[Given records]

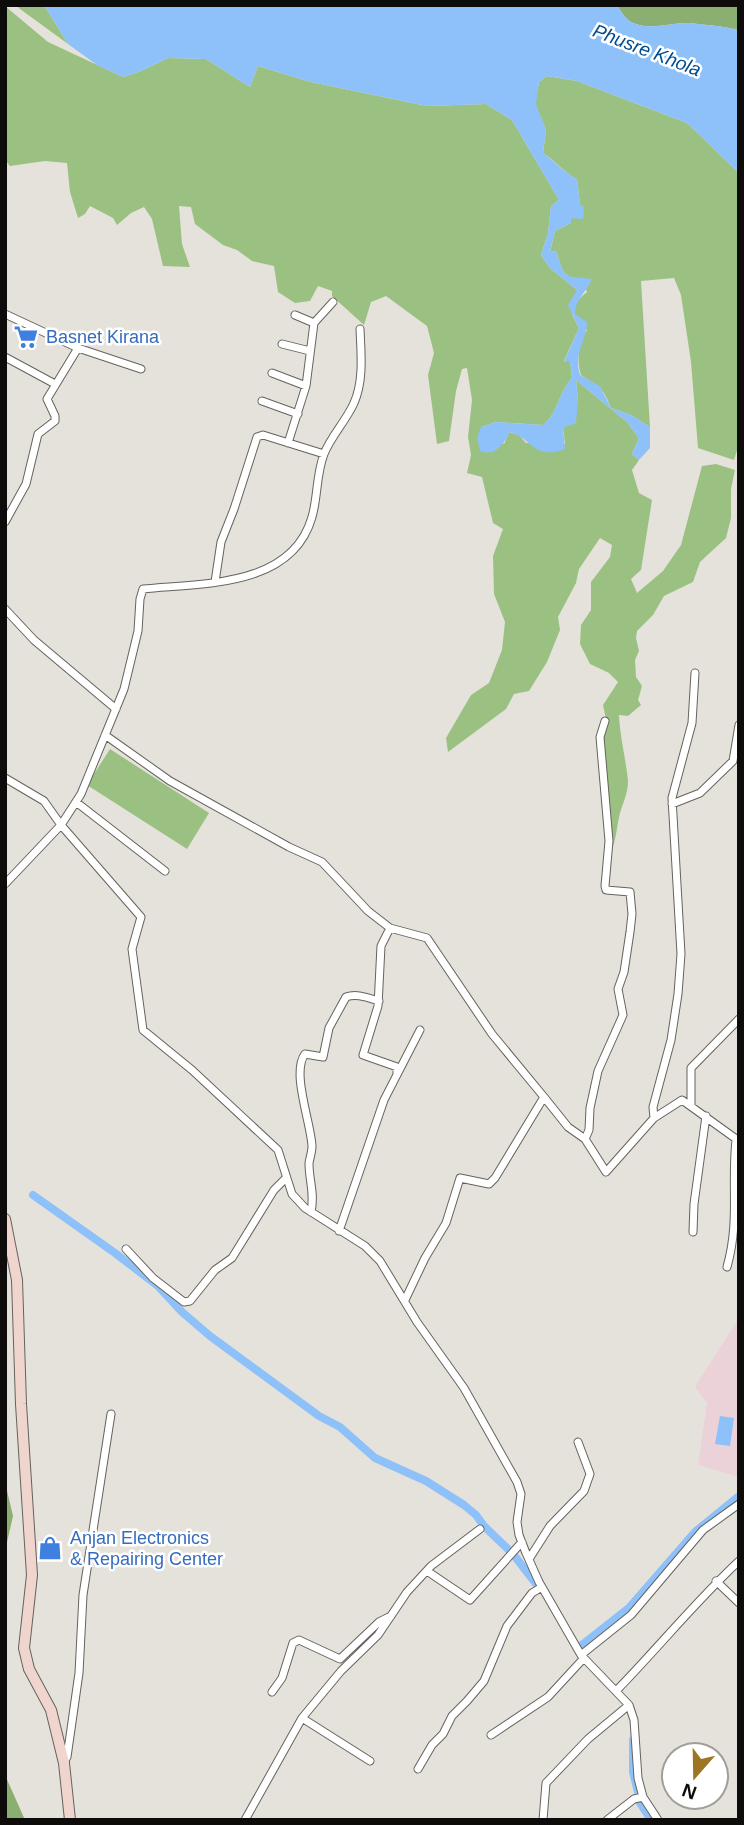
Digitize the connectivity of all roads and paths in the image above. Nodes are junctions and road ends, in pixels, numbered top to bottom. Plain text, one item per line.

[/Given records]
[Given records]

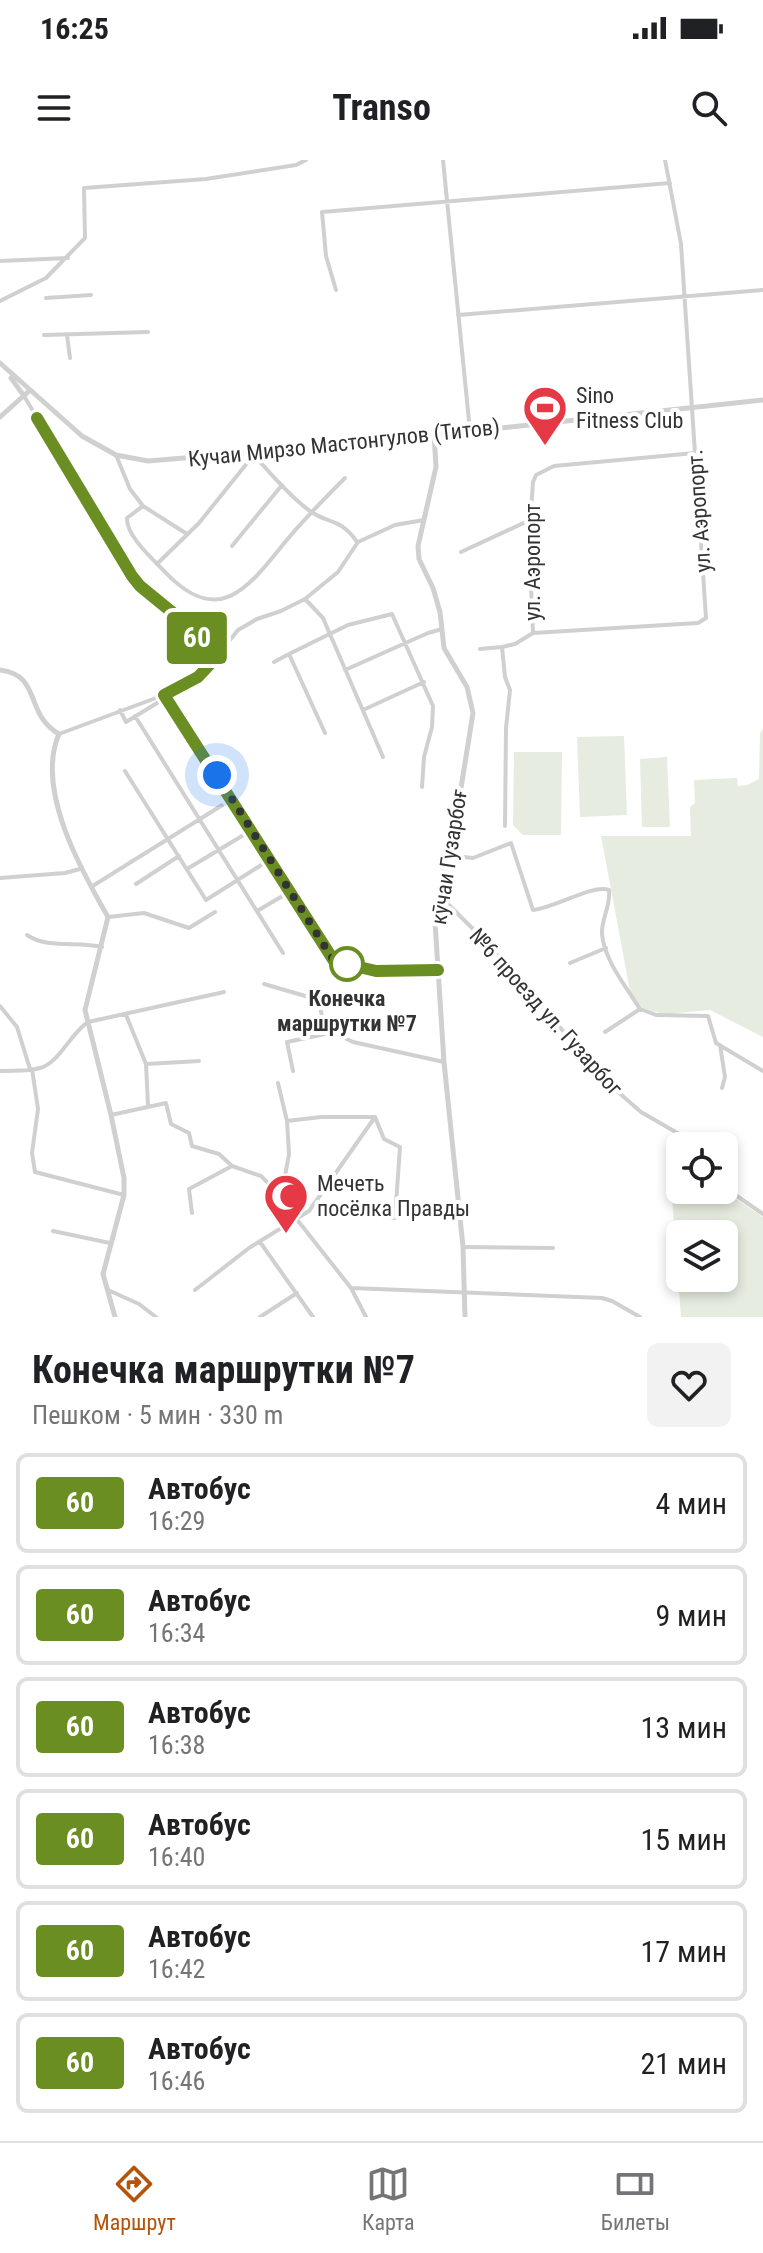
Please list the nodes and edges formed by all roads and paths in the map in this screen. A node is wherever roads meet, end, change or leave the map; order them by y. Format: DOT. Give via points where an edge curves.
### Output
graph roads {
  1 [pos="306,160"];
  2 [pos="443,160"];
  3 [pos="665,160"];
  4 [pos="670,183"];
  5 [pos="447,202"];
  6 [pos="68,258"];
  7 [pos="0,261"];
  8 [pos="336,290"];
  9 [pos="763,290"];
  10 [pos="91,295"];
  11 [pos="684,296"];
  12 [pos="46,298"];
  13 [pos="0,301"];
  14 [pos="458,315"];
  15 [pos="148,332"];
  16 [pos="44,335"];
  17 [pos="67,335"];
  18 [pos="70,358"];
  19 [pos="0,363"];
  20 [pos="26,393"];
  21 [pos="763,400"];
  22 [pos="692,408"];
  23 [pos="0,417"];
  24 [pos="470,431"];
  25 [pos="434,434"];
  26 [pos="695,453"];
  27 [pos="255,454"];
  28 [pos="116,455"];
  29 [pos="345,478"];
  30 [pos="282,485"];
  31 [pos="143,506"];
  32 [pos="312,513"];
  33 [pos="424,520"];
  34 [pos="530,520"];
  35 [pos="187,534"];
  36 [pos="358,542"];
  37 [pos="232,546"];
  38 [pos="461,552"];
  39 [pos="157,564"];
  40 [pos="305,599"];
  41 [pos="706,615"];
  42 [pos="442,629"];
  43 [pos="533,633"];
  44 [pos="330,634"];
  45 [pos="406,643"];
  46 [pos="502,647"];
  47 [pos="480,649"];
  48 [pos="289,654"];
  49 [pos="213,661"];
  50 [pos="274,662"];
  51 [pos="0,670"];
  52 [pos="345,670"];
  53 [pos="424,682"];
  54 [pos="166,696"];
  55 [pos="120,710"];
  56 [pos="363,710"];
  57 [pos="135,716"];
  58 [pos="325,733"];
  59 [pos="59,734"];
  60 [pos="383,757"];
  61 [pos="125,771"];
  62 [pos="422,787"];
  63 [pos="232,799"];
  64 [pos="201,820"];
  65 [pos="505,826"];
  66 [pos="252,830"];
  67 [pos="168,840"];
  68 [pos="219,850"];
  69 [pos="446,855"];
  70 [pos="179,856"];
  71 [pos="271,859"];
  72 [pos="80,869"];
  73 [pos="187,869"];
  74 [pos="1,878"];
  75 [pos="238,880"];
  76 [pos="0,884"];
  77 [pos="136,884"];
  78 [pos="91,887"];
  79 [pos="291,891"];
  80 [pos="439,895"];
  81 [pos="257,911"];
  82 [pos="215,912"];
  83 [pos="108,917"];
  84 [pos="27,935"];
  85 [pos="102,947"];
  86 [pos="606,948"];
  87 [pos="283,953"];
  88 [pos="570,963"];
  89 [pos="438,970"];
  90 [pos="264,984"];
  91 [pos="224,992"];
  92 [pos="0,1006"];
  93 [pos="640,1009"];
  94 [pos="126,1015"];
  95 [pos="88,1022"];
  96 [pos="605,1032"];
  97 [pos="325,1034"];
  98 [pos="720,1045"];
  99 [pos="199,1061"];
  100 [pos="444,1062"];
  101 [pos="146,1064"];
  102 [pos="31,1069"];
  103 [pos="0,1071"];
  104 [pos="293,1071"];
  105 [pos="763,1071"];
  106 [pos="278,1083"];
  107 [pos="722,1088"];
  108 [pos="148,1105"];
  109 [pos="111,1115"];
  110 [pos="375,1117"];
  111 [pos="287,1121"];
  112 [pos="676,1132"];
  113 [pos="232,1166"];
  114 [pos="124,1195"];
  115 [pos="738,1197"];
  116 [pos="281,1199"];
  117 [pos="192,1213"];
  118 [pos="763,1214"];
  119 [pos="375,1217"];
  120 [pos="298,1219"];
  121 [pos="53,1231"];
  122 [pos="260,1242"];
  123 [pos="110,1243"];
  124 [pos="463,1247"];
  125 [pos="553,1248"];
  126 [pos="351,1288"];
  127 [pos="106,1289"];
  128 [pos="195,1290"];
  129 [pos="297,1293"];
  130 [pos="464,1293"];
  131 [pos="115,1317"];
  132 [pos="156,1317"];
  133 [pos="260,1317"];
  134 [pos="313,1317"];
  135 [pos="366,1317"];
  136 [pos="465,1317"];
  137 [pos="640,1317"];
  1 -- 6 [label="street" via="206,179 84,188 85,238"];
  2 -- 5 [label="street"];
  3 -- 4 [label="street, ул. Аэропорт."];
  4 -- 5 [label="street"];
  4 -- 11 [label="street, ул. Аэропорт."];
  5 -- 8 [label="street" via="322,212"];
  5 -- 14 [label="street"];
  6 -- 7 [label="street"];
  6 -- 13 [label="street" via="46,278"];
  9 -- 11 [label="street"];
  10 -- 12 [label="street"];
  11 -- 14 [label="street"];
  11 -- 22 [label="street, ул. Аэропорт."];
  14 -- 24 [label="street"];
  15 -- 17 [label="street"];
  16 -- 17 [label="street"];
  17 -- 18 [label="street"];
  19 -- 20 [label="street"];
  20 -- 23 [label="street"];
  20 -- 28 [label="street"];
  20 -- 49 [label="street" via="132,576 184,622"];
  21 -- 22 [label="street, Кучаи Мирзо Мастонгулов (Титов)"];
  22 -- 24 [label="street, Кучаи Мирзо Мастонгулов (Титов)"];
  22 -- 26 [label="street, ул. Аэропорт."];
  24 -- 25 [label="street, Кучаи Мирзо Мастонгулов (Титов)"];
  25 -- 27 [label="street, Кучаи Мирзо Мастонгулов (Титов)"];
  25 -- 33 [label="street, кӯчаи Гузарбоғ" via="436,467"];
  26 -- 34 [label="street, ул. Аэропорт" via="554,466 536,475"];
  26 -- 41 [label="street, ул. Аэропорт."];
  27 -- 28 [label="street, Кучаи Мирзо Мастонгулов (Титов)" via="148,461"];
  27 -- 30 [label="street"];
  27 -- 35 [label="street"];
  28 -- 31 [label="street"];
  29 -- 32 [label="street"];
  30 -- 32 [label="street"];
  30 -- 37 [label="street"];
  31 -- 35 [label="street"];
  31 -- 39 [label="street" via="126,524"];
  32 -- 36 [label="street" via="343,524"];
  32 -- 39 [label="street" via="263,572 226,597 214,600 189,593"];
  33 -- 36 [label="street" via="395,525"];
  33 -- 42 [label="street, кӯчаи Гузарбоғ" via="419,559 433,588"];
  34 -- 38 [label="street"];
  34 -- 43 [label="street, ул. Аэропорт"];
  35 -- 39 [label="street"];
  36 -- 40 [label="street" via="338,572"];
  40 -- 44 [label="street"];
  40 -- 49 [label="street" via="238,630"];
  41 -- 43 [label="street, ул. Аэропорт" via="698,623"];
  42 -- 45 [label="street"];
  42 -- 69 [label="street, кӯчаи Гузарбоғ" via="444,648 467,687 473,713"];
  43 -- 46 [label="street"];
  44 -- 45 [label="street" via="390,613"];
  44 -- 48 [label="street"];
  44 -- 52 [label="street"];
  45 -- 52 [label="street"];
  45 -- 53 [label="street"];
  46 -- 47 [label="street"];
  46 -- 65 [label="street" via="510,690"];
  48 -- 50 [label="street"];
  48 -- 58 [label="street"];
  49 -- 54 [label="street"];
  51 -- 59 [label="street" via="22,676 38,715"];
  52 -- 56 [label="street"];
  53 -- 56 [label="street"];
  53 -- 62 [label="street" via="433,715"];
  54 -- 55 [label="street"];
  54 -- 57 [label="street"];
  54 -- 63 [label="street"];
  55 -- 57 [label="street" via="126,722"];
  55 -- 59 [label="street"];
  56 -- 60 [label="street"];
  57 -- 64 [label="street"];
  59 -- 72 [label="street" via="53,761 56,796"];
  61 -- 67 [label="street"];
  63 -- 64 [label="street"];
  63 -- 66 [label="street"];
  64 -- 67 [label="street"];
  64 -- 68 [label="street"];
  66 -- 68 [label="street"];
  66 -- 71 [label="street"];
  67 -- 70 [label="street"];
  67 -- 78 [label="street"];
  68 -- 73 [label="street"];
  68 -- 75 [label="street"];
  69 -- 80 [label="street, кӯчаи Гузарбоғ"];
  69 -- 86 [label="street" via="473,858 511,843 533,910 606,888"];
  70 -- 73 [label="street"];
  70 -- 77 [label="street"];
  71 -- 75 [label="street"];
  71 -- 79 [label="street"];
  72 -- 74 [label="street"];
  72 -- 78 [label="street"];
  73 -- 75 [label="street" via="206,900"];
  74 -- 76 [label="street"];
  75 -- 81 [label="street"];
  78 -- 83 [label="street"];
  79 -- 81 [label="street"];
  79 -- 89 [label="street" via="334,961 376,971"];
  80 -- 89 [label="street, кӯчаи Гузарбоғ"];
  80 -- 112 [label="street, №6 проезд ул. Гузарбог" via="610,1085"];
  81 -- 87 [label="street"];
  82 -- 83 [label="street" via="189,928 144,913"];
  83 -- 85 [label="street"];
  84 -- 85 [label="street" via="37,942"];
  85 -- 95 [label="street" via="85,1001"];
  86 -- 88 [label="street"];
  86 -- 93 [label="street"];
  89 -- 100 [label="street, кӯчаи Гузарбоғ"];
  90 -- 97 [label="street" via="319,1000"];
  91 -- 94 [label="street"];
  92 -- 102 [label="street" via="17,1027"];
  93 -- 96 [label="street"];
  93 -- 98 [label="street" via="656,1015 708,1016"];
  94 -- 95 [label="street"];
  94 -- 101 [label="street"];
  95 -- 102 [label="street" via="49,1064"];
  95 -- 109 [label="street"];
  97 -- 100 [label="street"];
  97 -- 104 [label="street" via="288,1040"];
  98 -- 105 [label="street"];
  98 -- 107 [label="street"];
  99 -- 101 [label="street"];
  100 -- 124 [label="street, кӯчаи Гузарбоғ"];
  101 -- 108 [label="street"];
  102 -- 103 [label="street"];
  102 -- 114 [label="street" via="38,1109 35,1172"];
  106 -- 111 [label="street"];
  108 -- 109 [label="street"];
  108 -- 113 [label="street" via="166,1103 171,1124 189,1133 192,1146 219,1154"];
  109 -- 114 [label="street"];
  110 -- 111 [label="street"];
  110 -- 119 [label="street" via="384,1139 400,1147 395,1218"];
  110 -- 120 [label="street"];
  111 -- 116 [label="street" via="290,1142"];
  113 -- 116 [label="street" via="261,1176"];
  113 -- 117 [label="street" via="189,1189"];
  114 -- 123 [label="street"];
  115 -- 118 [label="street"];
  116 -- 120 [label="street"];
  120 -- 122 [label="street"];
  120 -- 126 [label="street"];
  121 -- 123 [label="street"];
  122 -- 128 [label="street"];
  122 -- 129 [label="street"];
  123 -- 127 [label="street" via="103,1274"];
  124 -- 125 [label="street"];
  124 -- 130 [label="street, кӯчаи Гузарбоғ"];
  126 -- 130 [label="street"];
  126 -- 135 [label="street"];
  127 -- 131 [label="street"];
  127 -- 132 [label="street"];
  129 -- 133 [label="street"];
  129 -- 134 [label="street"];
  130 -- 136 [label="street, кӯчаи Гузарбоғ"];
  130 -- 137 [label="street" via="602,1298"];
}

[/Given records]

Using the data above, show each line where "paths" occurs.

## Solution to this exercise
Digitize the connectivity of all roads and paths in the image above. Nodes are junctions and road ends, in pixels, numbered top to bottom. Plain text, one item per line.
Please list the nodes and edges formed by all roads and paths in the map in this screen. A node is wherever roads meet, end, change or leave the map; order them by y. Format: DOT. Give via points where an edge curves.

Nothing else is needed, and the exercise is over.